Love, As Always, Pete

The Weekly Letters, by A. Pedersen Wood

January 9, 1997

Dear Everyone:

This being the start of a new year, I’ve begun a new file pocket for these letters.  This makes the sixth file since I started in 1988.  It’s hard to believe I’ve been doing this for over eight years, mostly because it’s hard to believe I have that much self-discipline.  There are about 10 inches worth of files under the Queen Anne dresser in the second bedroom.  One of these days I’ll get a box for them. 

Of course, they’re not all my letters.  Many are from “Frankie”, including the hand-written ones from El Salvador.  And many are from “Alice” and “Kelly”.  And then there are the occasional contributions from various other family members and friends, such as “Richard’s” annual Christmas letter-and-poem.  All in all, we’re a pretty literate group. 

I’m still “homeless” at the office.  Add to that the fact that it takes all day for the temperature to climb from 52o to 64o  (inside), and I have some incentive to try working at home for a while.  However, working at home is not all tea and crumpets.  (Leftover pizza is more like it.) 

First of all, it’s boring.  There’s no one to talk to.  One has to fight the sudden impulse to jump up and start cleaning out the refrigerator or redecorating one of the bathrooms.  Furthermore, one has to be very firm in saying, “No, you can’t ‘take a break’ and watch Equalizer for an hour; you have work to do.” 

And there is plenty of work.  I’m still working the bugs out of getting Microsoft Access to run the box storage billing for us.  And I need to spend whole days on learning Versatile for Windows and writing a User Guide for it. 

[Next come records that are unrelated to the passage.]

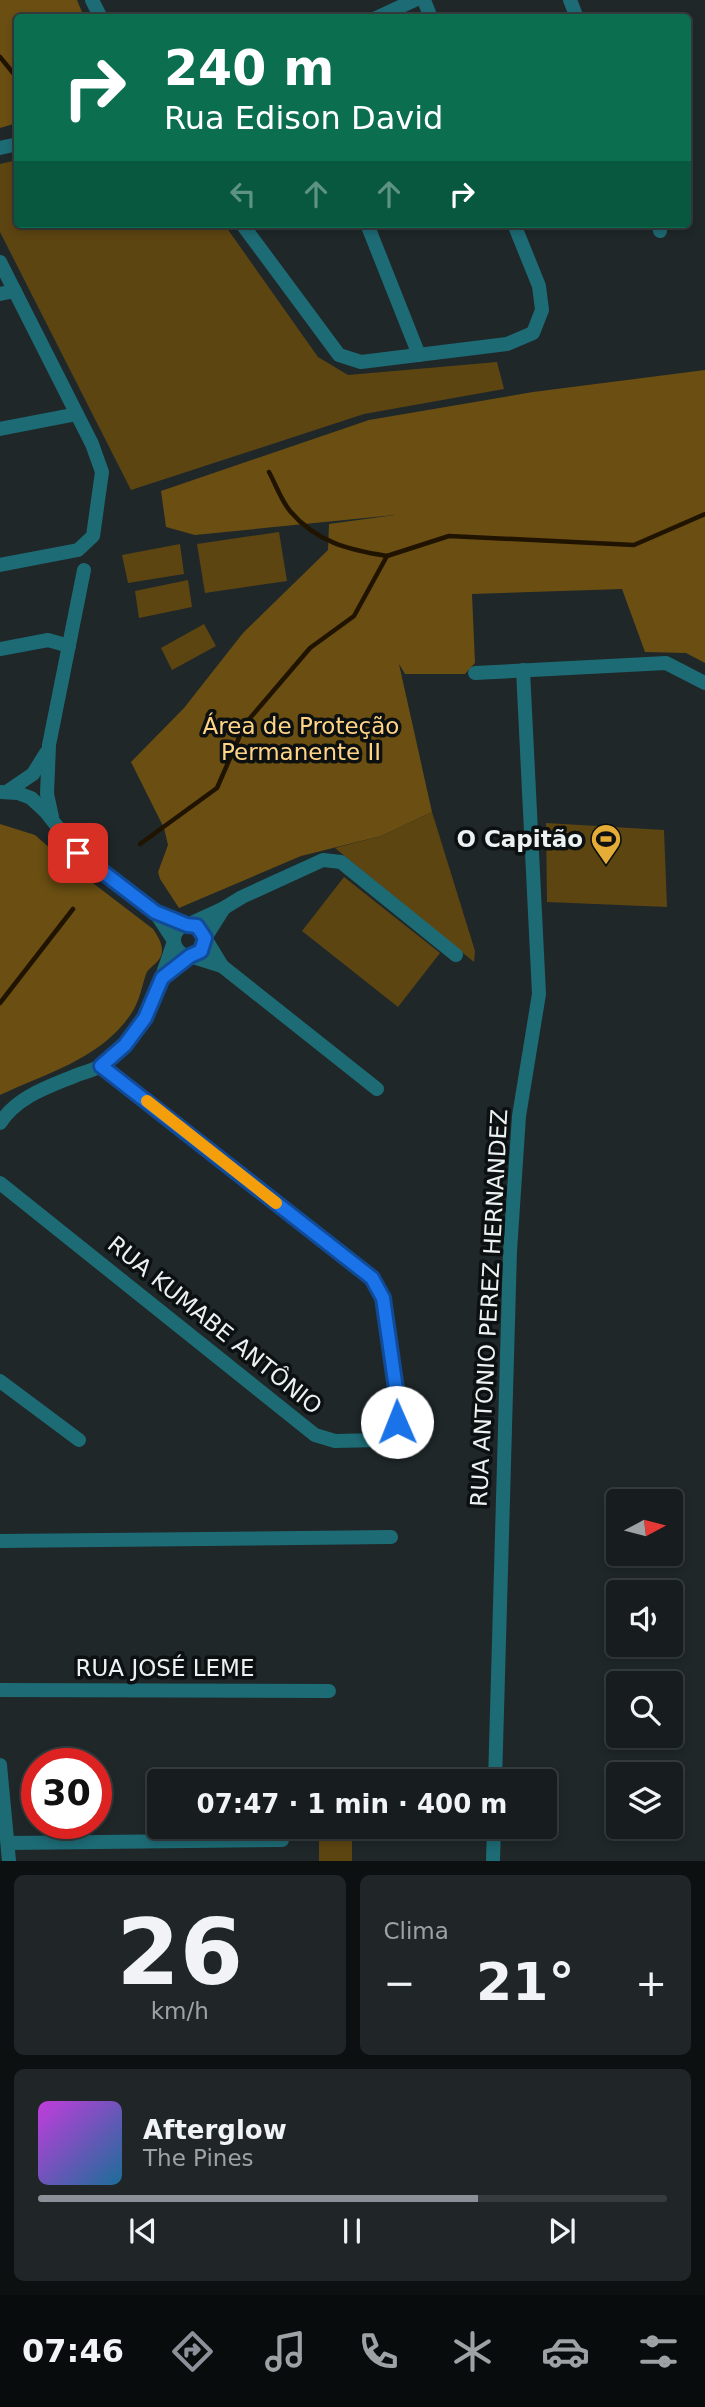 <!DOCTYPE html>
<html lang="pt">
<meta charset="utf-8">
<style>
:root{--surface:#171d1f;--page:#202628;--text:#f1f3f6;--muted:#9ea2a4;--line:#363b3d;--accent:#8c9099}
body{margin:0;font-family:"DejaVu Sans",sans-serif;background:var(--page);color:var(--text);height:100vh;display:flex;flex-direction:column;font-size:26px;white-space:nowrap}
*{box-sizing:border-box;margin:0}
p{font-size:23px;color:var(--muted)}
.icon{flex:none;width:38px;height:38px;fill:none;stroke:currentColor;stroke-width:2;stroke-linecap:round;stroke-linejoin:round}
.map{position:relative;height:1861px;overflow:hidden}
.side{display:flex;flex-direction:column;gap:14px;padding:14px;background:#0d1011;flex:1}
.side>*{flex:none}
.guide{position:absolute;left:14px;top:14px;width:677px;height:214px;border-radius:7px;box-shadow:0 4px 10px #0003,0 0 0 2px var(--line);background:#0b6e4f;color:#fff;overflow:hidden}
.needle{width:46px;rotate:83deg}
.controls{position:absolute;left:606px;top:1489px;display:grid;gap:14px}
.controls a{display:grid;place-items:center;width:77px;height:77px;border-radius:7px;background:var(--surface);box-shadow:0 4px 10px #0003,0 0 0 2px var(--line);font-size:35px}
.speed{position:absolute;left:21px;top:1748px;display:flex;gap:14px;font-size:35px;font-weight:700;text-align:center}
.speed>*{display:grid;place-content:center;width:91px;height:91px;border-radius:50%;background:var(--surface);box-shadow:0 4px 10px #0003,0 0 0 2px var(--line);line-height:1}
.speed .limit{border:10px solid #d22;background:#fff;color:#111}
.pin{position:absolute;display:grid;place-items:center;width:60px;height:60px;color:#fff;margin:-30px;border-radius:14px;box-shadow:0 4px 10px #0006}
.me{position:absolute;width:77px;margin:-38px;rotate:359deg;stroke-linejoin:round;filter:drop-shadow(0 0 5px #0008)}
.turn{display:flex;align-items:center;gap:24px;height:147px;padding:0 35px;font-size:32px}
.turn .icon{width:91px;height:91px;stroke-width:2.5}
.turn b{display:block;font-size:49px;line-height:60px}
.lanes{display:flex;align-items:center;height:66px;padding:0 35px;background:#0003;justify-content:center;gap:35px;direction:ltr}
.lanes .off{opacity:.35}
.big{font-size:52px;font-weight:700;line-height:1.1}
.side .card{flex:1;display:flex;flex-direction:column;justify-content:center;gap:10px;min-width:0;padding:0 24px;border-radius:10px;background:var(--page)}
.side .dial{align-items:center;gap:0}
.dial b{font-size:91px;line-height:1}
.song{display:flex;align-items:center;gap:21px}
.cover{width:84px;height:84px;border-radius:10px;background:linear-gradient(135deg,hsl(290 70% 55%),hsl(200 70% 35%))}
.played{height:7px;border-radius:4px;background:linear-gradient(90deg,var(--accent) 70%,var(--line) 70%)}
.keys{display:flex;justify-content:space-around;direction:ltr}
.heat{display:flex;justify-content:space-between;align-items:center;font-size:38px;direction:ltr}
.side .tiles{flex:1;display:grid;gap:14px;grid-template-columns:1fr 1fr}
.card:last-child{grid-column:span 2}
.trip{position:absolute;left:147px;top:1769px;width:410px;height:70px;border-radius:7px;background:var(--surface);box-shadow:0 4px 10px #0003,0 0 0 2px var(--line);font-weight:700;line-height:70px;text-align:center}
.tab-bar{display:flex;height:112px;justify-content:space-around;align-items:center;background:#090c0c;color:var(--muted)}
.tab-bar .icon{width:49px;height:49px}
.tab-bar .selected{color:var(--accent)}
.tab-bar b{font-size:32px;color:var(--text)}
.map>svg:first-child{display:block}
.green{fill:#5d4512}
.forest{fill:#6a4e12}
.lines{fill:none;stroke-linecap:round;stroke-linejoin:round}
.stream{stroke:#201400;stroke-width:4.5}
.street{stroke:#1d6b75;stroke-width:14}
.route-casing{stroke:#114b97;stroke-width:18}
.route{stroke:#1a73e8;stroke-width:12}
.slow{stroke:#f59e0b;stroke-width:12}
.labels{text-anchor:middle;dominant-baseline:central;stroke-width:7;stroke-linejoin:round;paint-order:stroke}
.park-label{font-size:23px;fill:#ffd487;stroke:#0c1010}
.poi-label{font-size:23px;font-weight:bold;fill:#ecf2f2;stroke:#0c1010;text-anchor:end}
.street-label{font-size:23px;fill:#ecf2f2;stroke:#0c1010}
</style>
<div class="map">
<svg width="705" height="1861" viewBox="0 0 705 1861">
<rect width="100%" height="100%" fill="#1f2729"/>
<g class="green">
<path d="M17 160 18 224H224L318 357 348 375 497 362 504 389 364 414 131 490 0 232V164Z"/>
<path d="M279 532 287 581 205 593 197 544Z"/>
<path d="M180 544 184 574 128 583 122 555Z"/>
<path d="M188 580 192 607 139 618 135 591Z"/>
<path d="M204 624 216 646 172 670 161 648Z"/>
<path d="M432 812 475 951 474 962 335 848 381 836Z"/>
<path d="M546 823 664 830 667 907 547 902Z"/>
<path d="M344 877 440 953 398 1007 302 931Z"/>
<rect x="319" y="1827" width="33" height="34"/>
</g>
<g class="forest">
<path d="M0 0H77L84 17 18 18 17 123 0 128Z"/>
<path d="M705 370V663L686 653 645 652 622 589 472 594 475 663 465 674H405L399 664 432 812 381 836 301 856 179 908 160 879 158 872 168 845 164 828 131 762 184 708 243 633 328 550 329 524 395 515 195 535 166 527 161 491 369 420 533 392Z"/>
<path d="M0 824 35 835 68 864 153 929C160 939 167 952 157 962 153 966 148 969 146 974 142 986 140 998 134 1009 106 1057 47 1073 0 1095Z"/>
</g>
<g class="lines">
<g class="stream">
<path d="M0 57 18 79"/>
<path d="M269 472C276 485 281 500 290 511 316 542 349 550 387 556"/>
<path d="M140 844 217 788 245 724 310 648 354 616 387 556 449 536 634 545 705 514"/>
<path d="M0 1003 73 909"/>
</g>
<g class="street">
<path d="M92 0 101 18"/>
<path d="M424 0 431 18"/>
<path d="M570 0 577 18"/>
<path d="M376 18 415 0"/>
<path d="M0 148 18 144"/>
<path d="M242 224 339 355 361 362 507 344 533 333 542 310 539 286 514 224"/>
<path d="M367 224 419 355"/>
<path d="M658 224 660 231"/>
<path d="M0 262 92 444 102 472 93 536 78 550 0 565"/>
<path d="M0 294 15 291"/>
<path d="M0 429 77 414"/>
<path d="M0 649 48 640 69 646"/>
<path d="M475 673 666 663 705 683"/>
<path d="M8 791 33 774 46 753"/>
<path d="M0 792 18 793 31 798 45 811 78 853 90 863 155 912 187 925 224 908 242 897 323 860 341 862 456 955"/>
<path d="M52 817 47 794 49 745 84 570"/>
<circle cx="190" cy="940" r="16"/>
<path d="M222 966 205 938 224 908"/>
<path d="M163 977 190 956 222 966 377 1089"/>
<path d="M0 1123C18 1096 48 1087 77 1075 85 1072 95 1070 102 1065 144 1037 159 986 174 941L155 912"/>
<path d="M0 1183 315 1435 335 1441 380 1440 386 1439 391 1434 397 1422 398 1403 383 1298 372 1278 101 1066"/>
<path d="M0 1381 79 1440"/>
<path d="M0 1541 391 1537"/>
<path d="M0 1690 329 1691"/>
<path d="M0 1765 9 1861"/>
<path d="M495 1782 510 1251 519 1116 539 994 523 670"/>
<path d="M9 1843 282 1840"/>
<path d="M493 1861 494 1827"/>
</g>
</g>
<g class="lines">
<g class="route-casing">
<path id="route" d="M78 853 155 912 187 925 197 926 205 938 201 951 190 956 162 978 145 1018 125 1045 101 1066 372 1278 383 1298 398 1403 397 1422"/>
</g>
<use href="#route" class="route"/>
<path class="slow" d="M147 1101 276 1203"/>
</g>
<defs>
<g id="stadium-pin" transform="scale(1.575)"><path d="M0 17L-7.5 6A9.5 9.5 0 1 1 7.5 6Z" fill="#e5ad36" stroke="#0c1010"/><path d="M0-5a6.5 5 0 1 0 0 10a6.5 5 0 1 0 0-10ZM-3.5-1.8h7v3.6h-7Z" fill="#111"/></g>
</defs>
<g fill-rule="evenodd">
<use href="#stadium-pin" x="606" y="839"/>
</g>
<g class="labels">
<g class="park-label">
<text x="301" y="726">Área de Proteção<tspan x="301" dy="26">Permanente II</tspan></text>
</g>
<g class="poi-label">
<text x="583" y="839">O Capitão</text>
</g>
<g class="street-label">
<text transform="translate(489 1308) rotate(-87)">RUA ANTONIO PEREZ HERNANDEZ</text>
<text transform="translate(215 1325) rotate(39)">RUA KUMABE ANTÔNIO</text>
<text x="165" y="1668">RUA JOSÉ LEME</text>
</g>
</g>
</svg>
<div class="controls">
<a><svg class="needle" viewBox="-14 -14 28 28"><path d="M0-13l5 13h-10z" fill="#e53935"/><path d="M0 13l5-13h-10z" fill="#9ea2a4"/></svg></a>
<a><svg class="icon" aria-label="sound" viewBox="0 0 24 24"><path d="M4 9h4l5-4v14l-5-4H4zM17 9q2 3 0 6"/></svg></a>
<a><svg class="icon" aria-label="search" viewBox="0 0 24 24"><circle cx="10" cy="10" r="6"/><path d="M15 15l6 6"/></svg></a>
<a><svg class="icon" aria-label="layers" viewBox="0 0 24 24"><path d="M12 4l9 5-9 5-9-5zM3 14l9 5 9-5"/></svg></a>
</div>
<div class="speed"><div class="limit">30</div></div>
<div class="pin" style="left:78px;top:853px;background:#d93025"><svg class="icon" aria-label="arrive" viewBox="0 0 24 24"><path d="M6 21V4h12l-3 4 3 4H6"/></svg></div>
<svg class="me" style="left:397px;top:1422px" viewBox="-20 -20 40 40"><circle r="19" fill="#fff"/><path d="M0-13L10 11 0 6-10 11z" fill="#1a73e8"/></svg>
<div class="trip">07:47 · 1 min · 400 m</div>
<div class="guide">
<div class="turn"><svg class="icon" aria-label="right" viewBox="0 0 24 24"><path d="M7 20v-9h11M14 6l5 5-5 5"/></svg><div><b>240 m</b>Rua Edison David</div></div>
<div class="lanes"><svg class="icon off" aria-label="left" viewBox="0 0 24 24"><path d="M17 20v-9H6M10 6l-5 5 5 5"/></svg><svg class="icon off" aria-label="ahead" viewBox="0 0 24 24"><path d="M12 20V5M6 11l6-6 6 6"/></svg><svg class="icon off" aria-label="ahead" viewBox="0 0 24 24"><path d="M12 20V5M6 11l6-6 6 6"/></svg><svg class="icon" aria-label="right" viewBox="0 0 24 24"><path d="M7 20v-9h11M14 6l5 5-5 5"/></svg></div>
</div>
</div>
<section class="side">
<div class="tiles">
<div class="card dial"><b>26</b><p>km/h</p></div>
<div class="card"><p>Clima</p>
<div class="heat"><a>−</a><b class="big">21°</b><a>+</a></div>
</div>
<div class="card">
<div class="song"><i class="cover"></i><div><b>Afterglow</b><p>The Pines</p></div></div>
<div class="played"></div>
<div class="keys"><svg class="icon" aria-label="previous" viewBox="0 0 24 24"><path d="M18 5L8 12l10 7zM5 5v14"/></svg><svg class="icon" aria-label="pause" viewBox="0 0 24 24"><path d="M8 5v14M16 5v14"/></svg><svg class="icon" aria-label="next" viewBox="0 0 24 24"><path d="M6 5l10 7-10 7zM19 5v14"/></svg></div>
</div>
</div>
</section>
<nav class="tab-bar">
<b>07:46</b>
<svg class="icon selected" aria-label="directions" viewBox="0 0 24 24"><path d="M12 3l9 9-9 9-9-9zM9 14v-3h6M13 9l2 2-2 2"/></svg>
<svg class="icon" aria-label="music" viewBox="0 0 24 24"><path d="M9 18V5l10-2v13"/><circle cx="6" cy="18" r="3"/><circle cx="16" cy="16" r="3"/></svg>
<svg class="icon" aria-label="phone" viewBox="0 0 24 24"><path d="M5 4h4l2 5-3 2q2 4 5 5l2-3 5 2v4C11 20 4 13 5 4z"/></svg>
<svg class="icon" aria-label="climate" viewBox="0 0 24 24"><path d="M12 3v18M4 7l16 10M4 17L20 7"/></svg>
<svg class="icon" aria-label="car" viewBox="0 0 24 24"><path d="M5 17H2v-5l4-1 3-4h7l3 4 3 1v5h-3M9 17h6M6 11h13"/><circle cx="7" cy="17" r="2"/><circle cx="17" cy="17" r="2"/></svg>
<svg class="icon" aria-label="filters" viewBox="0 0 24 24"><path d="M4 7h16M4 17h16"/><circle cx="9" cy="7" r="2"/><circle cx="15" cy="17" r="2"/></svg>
</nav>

On the plus side, I can listen to Beethoven on the computer while I’m working and I can’t do that in “Livermore”.  So the plan, for now, is:  Get up and dressed just like I’m going to work as usual.  Drive to “Livermore” at the usual time.  Check my mail, e-mail, voice mail, etc.  Handle any problems that have arisen.  Make sure everything’s going OK in the warehouse.  Then, if there are no emergencies, pick up my newspaper (I have a weekday subscription delivered to “Livermore”) and drive home.  Spend the rest of the day working at home. 

Subject to change without notice, of course. 

“Jeannie” and I went to see The Crucible last weekend (my turn to pay for the movie and popcorn).  This, of course, is not a movie, it’s a film.  It’s based on Arthur Miller’s play, although they made a few cinematic changes.  Still, it’s very dramatic.  Daniel Day-Lewis has his eye on another Oscar.  A very fine cast, if you can stand Winona Ryder. 

It’s very loosely based on the witchcraft trials of Salem, Massachusetts, 1692.  Several young girls start acting strangely and, right away, everyone’s pointing at each other, shouting “witch!”.  It was a combination of superstition, hysteria, guilt-by-association, and local politics and, in the end, it cost 18 people their lives.  Miller’s genius was in taking the original transcripts and turning them into a play during the height of the McCarthy era as if to say, “Been there, done that, doing it again, aren’t we?” 

As such, it’s the just sort of play that should be “remade” at regular intervals.  In this case, they’ve done it very well.